Лиля делает короткую паузу, переворачивая страницу.

– Вот… «Мы разъехались. Он оставил меня в Париже, а сам…»

Снова пауза.

– «…и тут я вспомнила про свою любимую дочурку! И решила: почему бы ее не навестить? Поэтому ждите меня с Лилей, моя драгоценная, двадцатого мая!»

Лиля замолкает. Я жду какого-нибудь продолжения, но его нет. Лиля откладывает письмо, тяжело вздыхает и откидывается на спинку дивана. Смотрит на меня с сочувствием.

А я молчу. Не знаю, что сказать. И она тянет меня за руку, а после обнимает, когда я приникаю ухом к ее груди. Слышу, как ровно и спокойно бьется ее сердце. Это успокаивает.

– Ну, по крайней мере, покормить ее найдется чем. Да и спальное место… – рассуждает Лиля, поглаживая мои волосы, и я усмехаюсь.

Потом неуверенно протягиваю руку к письму и все-таки заставляю себя посмотреть на него вблизи: пробегаюсь глазами по пропущенным Лилей подробностям.
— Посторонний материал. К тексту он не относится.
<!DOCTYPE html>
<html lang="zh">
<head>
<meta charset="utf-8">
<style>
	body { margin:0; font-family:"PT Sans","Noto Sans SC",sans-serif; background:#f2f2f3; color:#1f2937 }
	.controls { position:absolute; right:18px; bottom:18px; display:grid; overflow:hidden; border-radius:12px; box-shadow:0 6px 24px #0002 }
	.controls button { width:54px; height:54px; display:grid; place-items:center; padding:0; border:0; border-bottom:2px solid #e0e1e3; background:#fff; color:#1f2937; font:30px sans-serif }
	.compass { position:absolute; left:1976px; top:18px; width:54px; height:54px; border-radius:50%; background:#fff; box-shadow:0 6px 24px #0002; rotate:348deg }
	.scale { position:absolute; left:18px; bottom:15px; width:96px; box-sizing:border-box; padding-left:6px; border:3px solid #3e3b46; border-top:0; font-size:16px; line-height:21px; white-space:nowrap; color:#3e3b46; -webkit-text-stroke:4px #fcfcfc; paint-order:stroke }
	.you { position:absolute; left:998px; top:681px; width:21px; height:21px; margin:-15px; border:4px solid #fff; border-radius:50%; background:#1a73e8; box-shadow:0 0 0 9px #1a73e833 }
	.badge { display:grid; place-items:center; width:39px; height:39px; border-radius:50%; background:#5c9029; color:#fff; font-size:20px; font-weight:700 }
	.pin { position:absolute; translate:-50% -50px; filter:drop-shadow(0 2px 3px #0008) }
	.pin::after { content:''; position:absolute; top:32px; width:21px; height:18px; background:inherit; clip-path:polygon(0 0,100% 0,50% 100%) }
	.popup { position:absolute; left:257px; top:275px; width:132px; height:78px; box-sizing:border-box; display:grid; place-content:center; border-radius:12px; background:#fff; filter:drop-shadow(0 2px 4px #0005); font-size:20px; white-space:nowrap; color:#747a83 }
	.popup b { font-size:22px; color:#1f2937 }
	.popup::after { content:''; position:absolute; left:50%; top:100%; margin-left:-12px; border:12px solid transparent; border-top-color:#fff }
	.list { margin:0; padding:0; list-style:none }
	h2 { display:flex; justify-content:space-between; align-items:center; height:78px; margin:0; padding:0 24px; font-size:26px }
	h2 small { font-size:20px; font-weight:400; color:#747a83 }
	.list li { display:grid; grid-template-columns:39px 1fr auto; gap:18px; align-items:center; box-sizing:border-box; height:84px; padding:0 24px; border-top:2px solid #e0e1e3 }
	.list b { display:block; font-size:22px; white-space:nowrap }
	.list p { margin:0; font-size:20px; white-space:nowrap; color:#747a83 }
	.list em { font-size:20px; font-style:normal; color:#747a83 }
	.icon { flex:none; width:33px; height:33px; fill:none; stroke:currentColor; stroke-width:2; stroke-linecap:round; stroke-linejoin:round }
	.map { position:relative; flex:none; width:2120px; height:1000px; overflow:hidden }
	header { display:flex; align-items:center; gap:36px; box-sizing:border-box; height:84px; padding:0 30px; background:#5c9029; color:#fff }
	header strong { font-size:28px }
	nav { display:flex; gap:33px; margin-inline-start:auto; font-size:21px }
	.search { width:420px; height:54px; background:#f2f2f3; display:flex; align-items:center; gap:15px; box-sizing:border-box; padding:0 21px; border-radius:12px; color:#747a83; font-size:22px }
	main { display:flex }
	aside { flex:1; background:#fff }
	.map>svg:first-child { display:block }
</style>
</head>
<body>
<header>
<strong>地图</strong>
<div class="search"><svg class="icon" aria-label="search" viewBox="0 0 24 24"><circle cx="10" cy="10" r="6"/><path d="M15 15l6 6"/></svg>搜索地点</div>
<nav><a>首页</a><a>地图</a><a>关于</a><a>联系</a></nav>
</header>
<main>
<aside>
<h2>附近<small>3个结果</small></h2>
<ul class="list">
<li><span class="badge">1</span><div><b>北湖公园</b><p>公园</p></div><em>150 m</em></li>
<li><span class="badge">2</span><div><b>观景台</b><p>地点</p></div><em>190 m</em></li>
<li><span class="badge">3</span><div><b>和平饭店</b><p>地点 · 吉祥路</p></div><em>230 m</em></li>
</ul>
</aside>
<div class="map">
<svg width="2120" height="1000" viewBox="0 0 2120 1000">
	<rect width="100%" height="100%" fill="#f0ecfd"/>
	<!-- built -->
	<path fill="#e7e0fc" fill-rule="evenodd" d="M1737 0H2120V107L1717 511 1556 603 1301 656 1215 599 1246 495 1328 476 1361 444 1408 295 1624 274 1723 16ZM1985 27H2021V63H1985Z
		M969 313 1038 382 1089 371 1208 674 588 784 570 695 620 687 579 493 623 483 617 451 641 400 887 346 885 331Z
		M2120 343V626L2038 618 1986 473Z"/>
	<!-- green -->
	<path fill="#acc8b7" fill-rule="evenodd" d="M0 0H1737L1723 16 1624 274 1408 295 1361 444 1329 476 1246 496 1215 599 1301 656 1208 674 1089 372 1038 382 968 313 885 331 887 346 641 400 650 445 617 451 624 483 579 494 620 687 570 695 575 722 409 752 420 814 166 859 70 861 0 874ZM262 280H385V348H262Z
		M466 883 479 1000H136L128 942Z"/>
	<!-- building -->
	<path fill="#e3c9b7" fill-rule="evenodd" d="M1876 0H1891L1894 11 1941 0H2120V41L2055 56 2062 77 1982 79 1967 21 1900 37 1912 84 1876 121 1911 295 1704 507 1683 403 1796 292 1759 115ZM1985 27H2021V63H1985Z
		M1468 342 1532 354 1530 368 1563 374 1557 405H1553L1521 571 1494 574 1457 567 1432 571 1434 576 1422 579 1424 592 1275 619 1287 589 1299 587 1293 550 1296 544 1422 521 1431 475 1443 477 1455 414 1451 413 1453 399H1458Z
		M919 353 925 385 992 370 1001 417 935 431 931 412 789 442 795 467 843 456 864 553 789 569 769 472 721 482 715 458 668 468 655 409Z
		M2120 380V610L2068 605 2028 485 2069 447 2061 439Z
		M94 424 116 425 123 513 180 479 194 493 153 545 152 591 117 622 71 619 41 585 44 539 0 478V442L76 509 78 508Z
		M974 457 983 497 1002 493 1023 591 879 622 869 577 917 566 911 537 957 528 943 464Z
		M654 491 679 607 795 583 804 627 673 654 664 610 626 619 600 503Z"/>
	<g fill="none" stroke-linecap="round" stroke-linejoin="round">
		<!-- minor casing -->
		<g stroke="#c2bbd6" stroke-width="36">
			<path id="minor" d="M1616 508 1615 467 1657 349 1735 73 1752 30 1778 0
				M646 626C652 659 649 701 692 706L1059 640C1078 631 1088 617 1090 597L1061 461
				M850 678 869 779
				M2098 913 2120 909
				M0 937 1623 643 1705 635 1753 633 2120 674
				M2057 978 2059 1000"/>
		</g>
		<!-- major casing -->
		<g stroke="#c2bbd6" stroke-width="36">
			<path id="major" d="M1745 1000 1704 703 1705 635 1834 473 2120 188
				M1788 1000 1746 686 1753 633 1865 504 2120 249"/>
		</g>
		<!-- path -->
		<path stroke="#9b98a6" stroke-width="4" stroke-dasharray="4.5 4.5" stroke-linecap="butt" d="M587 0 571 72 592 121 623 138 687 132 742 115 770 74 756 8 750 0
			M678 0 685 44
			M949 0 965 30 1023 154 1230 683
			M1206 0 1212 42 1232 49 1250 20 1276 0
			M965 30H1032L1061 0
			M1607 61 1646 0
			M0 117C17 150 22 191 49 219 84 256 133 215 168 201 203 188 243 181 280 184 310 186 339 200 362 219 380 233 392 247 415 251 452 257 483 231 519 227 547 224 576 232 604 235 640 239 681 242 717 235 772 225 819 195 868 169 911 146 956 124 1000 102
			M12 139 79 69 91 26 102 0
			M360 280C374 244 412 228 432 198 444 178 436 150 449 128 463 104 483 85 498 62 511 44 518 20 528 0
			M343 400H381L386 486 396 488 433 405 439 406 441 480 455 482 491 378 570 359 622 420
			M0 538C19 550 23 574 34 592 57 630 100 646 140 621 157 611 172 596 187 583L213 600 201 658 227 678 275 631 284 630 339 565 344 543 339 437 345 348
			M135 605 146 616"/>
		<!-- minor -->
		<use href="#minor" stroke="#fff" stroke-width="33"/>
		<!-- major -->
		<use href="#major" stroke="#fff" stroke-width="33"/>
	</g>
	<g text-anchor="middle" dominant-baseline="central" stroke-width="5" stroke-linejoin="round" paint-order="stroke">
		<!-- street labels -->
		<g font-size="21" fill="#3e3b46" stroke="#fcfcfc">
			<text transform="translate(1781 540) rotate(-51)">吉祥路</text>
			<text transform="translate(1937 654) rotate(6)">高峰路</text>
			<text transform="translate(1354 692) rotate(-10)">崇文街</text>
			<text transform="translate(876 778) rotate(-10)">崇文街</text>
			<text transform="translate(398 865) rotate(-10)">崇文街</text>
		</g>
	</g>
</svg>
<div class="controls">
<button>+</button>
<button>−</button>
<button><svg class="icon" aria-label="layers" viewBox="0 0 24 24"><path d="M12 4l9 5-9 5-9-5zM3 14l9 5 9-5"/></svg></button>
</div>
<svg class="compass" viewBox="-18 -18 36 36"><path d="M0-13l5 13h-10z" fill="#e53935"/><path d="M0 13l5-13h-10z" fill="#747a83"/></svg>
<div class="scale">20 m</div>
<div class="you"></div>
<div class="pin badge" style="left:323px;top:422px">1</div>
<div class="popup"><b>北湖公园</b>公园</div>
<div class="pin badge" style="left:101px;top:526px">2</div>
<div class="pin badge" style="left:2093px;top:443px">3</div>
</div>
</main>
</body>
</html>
– Она не написала, во сколько приезжает и где ее встречать.

– Да, – отзывается Лиля коротко.

Она считает себя не вправе судить мою маму. Но я сама осуждаю ее за такую беспечность. А когда со страдальческим вздохом опускаю письмо, мой взгляд падает на числа календаря, пирамидкой устроившегося на столике рядом. И подскакиваю, как ошпаренная!

– Батюшки! Сегодня же двадцатое!


И мы бежим на ж/д вокзал встречать мою маму. То есть я почти бегу, придерживая шляпу и сетуя на непослушную юбку платья, время от времени гармошкой собирающуюся у меня между коленок.

Лиля, взяв меня за руку, медленно идет рядом, не дает бежать, то и дело напоминая о моей беременности.

– Или ты куда-то опаздываешь? Мы ведь все равно не знаем, в котором часу прибывает твоя мама.

Она права. Да мы вообще не в курсе, сколько сейчас времени: Лиля тоже не пользуется мобильным телефоном, и наручных часов не носим ни я, ни она. Но от этого мое волнение только усиливается.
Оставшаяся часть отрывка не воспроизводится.